Hong Kong must back Disneyland's expansion plans

PUBLISHED : Friday, 21 February, 2014, 3:57am
UPDATED : Friday, 21 February, 2014, 3:57am

There was a time when Hong Kong Disneyland was clouded with uncertainty. Mishaps, poor management, financial losses, negative publicity - the list went on to such an extent that there were growing doubts whether the deal clinched by the previous government with the US entertainment giant was the right one. Thankfully, the Magic Kingdom has come alive after eight years of struggling.

For the second year since opening in 2005, the theme park on Lantau Island has made a profit. Buoyed by a record attendance of 7.4 million, revenues rose 15 per cent year on year to HK$4.9 billion in the last financial year. Net profit more than doubled to HK$242 million. For a business that has suffered losses for years, these are encouraging figures.

That Disney has finally become a success story in Hong Kong is not just down to the brand and the right business strategy. It also benefits from a growing Chinese economy. Visitors from the mainland jumped 15 per cent and accounted for nearly half of the park's attendance. Occupancy rates for the two hotels reached 94 per cent. Business has been so good that one in five guests have been turned away.

No profit-minded company can afford to let go of business on its doorstep. The theme park therefore is rightly seeking to build a third hotel. Under the plan, the theme park will finance HK$600 million of the cost. Disney will contribute HK$1.7 billion in cash and lend another HK$1.15 billion, while the government is to provide a loan of HK$809 million, subject to approval by the Legislative Council.

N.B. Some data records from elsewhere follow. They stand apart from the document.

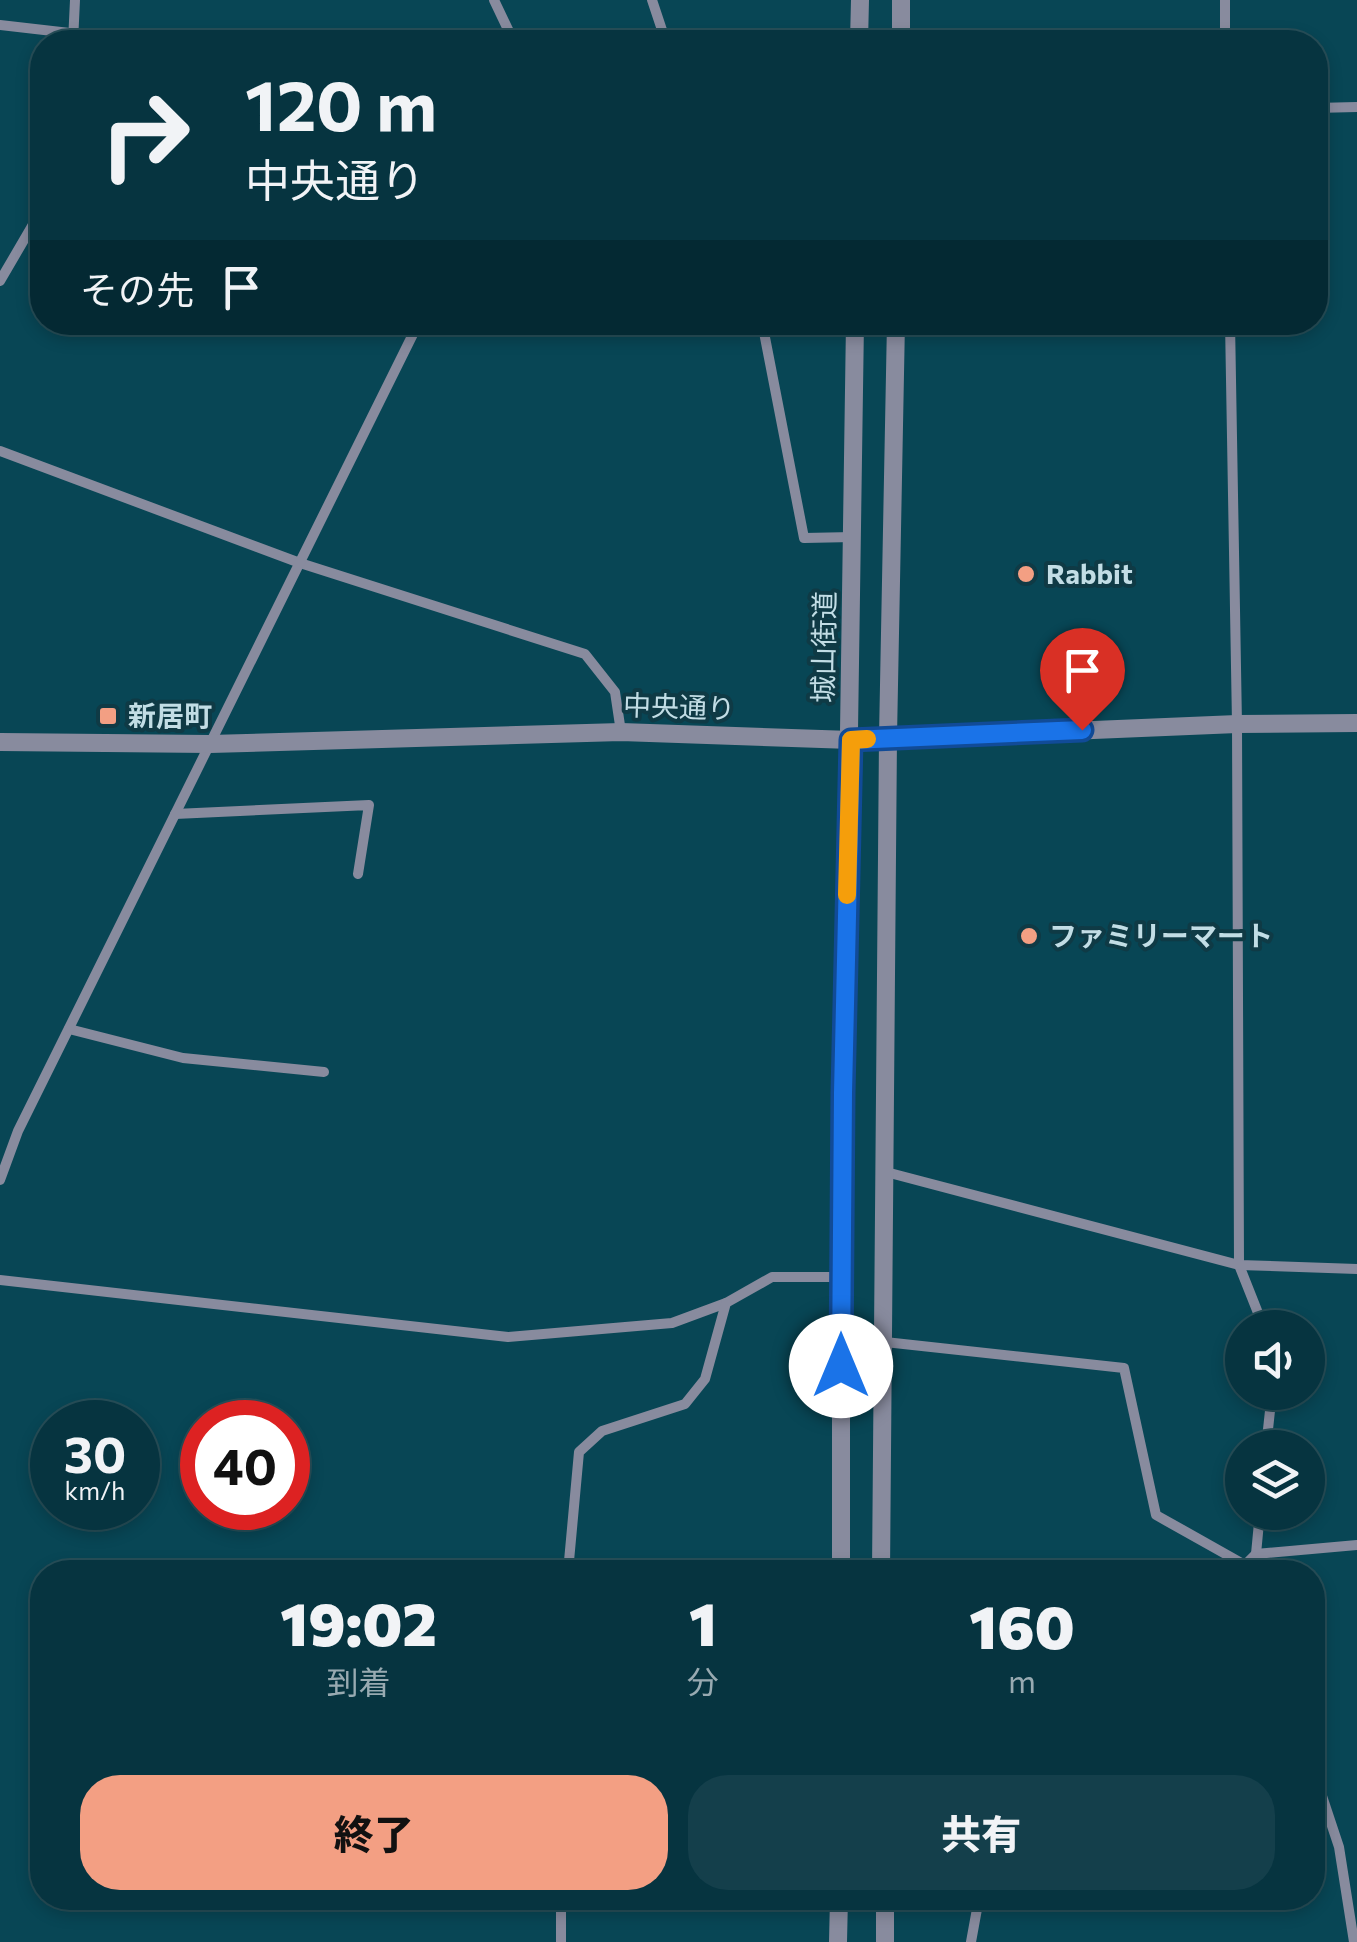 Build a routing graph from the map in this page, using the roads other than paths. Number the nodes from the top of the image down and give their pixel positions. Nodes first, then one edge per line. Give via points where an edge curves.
1 (75, 0) edge
2 (494, 0) edge
3 (652, 0) edge
4 (860, 0) edge
5 (901, 0) edge
6 (1225, 0) edge
7 (0, 25) edge
8 (73, 30) edge
9 (508, 30) edge
10 (662, 30) edge
11 (859, 30) edge
12 (900, 30) edge
13 (1225, 30) edge
14 (30, 31) edge
15 (1328, 108) edge
16 (1357, 108) edge
17 (30, 230) edge
18 (0, 281) edge
19 (413, 335) edge
20 (765, 335) edge
21 (856, 335) edge
22 (896, 335) edge
23 (1230, 335) edge
24 (0, 451) edge
25 (853, 537) junction
26 (300, 563) junction
27 (1357, 722) edge
28 (1237, 724) junction
29 (621, 732) junction
30 (888, 738) junction
31 (851, 740) junction
32 (0, 742) edge
33 (210, 744) junction
34 (175, 814) junction
35 (358, 874) dead end
36 (69, 1029) junction
37 (324, 1072) dead end
38 (886, 1172) junction
39 (0, 1180) edge
40 (1239, 1265) junction
41 (1357, 1268) edge
42 (841, 1277) junction
43 (0, 1280) edge
44 (726, 1303) junction
45 (1257, 1310) edge
46 (885, 1342) junction
47 (1258, 1530) edge
48 (1357, 1545) edge
49 (1256, 1554) junction
50 (569, 1560) edge
51 (841, 1560) edge
52 (882, 1560) edge
53 (1233, 1560) edge
54 (1252, 1560) edge
55 (1325, 1805) edge
56 (561, 1910) edge
57 (839, 1910) edge
58 (885, 1910) edge
59 (977, 1910) edge
60 (561, 1942) edge
61 (838, 1942) edge
62 (886, 1942) edge
63 (971, 1942) edge
64 (1354, 1942) edge

1 - 8 street
2 - 9 street
3 - 10 street
4 - 11 street
5 - 12 street
6 - 13 street
7 - 14 street
15 - 16 street
17 - 18 street
19 - 26 street
20 - 25 street via 804,538
21 - 25 street, 城山街道
22 - 30 street
23 - 28 street
24 - 26 street
25 - 31 street, 城山街道
26 - 29 street via 584,654 615,692
26 - 33 street
27 - 28 street, 中央通り
28 - 30 street, 中央通り
28 - 40 street
29 - 31 street, 中央通り
29 - 33 street, 中央通り
30 - 31 street, 中央通り
30 - 38 street
31 - 42 street, 城山街道
32 - 33 street, 中央通り
33 - 34 street
34 - 35 street via 369,805
34 - 36 street
36 - 37 street via 183,1058
36 - 39 street
38 - 40 street
38 - 46 street
40 - 41 street
40 - 45 street
42 - 44 street via 772,1277
42 - 51 street, 城山街道
43 - 44 street via 508,1337 672,1324
44 - 50 street via 705,1379 685,1404 602,1431 579,1452
46 - 52 street
46 - 53 street via 1124,1368 1156,1514
47 - 49 street
48 - 49 street
49 - 54 street
55 - 64 street
56 - 60 street
57 - 61 street
58 - 62 street
59 - 63 street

The financial arrangements will no doubt be carefully scrutinised when the funding is tabled to Legco for approval. Some lawmakers have already queried whether the estimated cost of HK$4.26 billion is too high. Given taxpayer money is involved, the question is a valid one.

Understandably, some people have been sceptical about the Disney magic from the very beginning. It is true that the theme park is the smallest of the five in existence and that the upcoming opening of Shanghai Disneyland will pose further challenges. But in the competitive world of tourism, standing still is hardly a sustainable strategy. More needs to be done if Disney is to stay ahead in the theme park business. It is good that the Magic Kingdom continues to achieve. But its full potential can only be realised with further investment and expansion. It is in the city's interest to back that expansion.